Secretary-General to use his/her ‘good offices’ to resolve the conflict in a peaceful manner. The Secretary-General may also undertake a peacemaking initiative on his/her own under the provisions of Article 99. Article 33 of the UN Charter mentions various methods of peacemaking by negotiation, enquiry, mediation, conciliation, arbitration, judicial settlement, resort to regional agencies, or arrangements or other peaceful means preferred by the disputing parties. Articles 41 and 42 of the UN Charter also allow for sanctions, blockading and violent intervention in order to restore peace between warring states.

The inventory of peacemaking methods listed in the UN Charter have been substantiated by many subsequent documents including the Manila Declaration on the Peaceful Settlement of International Disputes (1982), and the Declaration on the Prevention and Removal of Disputes and Situations Which May Threaten International Peace and Security and on the Role of the United Nations in this Field (1988).
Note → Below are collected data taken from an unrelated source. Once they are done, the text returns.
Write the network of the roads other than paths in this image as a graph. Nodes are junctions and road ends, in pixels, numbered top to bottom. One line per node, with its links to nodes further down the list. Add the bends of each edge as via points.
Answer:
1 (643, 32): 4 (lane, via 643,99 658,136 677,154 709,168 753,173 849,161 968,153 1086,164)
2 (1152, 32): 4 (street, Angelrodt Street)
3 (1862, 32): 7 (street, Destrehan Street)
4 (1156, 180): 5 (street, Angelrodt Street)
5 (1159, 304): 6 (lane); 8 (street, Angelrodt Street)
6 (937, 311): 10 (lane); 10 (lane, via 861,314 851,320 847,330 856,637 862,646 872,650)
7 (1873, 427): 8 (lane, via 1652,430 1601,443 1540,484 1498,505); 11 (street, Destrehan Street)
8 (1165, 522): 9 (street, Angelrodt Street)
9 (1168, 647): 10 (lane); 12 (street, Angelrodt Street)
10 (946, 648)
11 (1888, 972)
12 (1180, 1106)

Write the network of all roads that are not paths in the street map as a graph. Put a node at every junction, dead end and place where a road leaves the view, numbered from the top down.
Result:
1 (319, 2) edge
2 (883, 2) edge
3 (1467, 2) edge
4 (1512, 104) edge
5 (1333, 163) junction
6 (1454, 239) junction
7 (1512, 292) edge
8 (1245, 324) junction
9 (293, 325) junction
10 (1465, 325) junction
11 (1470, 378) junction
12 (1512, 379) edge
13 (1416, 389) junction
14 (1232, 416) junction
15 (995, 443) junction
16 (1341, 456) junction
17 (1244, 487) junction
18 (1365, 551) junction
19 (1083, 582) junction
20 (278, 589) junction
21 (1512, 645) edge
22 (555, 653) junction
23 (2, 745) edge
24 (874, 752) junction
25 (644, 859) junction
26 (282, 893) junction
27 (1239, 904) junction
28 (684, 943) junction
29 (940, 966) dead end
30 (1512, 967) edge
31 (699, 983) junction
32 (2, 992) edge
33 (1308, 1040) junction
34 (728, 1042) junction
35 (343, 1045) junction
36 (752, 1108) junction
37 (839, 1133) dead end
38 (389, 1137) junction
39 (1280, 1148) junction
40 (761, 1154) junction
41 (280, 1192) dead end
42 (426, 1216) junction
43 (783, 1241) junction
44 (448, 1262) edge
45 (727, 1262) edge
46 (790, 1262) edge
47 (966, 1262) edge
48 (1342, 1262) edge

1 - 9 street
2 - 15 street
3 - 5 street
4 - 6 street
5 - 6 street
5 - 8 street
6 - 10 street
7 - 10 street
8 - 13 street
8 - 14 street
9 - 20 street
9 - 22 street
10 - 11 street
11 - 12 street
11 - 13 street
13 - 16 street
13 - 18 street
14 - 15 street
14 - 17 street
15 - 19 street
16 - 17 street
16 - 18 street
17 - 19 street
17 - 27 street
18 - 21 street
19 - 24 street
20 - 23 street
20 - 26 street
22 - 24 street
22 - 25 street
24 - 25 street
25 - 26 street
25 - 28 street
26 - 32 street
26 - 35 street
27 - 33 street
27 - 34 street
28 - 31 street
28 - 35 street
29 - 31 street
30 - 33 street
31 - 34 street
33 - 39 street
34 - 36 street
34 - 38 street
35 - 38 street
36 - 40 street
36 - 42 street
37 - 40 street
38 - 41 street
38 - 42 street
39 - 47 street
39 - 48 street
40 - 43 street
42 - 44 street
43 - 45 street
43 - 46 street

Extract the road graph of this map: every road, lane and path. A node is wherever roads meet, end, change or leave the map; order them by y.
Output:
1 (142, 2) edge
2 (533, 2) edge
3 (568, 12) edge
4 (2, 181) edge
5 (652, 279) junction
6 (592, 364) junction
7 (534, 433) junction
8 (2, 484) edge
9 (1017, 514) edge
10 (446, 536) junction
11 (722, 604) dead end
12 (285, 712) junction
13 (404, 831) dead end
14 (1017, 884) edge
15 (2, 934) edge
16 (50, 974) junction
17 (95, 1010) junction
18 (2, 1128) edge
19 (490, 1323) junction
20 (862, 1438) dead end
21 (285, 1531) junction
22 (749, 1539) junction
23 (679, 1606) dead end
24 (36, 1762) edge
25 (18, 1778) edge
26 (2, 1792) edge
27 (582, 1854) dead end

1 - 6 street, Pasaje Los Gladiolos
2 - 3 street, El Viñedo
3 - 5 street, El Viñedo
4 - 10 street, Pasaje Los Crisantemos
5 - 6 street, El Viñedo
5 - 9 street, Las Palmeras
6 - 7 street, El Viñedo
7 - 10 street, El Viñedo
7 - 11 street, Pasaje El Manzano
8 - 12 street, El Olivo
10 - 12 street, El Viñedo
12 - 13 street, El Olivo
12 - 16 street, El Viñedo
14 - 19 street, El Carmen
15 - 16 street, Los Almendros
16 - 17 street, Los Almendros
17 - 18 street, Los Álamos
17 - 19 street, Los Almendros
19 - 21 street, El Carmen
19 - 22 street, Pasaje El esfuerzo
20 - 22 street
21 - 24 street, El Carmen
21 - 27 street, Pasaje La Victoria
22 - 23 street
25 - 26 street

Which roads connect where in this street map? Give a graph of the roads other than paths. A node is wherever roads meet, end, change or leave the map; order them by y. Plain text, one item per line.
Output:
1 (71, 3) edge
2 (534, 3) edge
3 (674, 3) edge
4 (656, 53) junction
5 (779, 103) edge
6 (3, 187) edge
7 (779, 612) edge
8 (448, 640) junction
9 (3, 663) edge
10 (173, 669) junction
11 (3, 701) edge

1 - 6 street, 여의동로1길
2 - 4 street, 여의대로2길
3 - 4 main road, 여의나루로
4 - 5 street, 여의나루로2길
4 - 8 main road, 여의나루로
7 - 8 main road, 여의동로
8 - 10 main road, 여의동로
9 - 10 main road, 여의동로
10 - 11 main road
An Agenda for Peace conceptualized peacemaking as part of a spectrum of activities comprising preventive diplomacy, peacekeeping and post-conflict peacebuilding. It defined peacemaking as ‘action to bring hostile parties to agreement, essentially through such peaceful means as those foreseen in chapter VI of the charter of the United Nations:

Pacific Settlement of Disputes’. While the usage of force has not been traditionally a part of peacemaking efforts, the 1992 Agenda opened up the possibility of intervention in civil wars under certain circumstances, overriding Articles 2.4 and 2.7 of the UN Charter, which impose constraints on violating the sovereignty and territorial integrity of states.

Similarly, the role of the UN Secretary-General in peacemaking has evolved over recent decades, largely through precedents. A greater focus on preventive diplomacy during the post-Cold War era by successive Secretary-Generals has led to a remarkable rise in the deployment of personal envoys or special rapporteur to facilitate peace agreements in protracted conflicts. To this end, intensive training programmes have been introduced for mid and senior-level officials within the UN, regional organizations, Member States and the representatives of indigenous peoples. The UNITAR-led Peacemaking and Conflict Prevention Programme, initiated in 1993, is one instructive example of UN efforts in conflict prevention and resolution. However, notwithstanding the recent ‘surge in diplomacy for peace’, peacemaking is unlikely to succeed in

addressing contemporary conflicts alone, due to the changing nature of conflicts, which are mostly fought within state borders rather than between states. Accordingly, peacemaking is increasingly being contextualized as an organic part of a larger continuum alongside preventive diplomacy, peacekeeping and peacebuilding.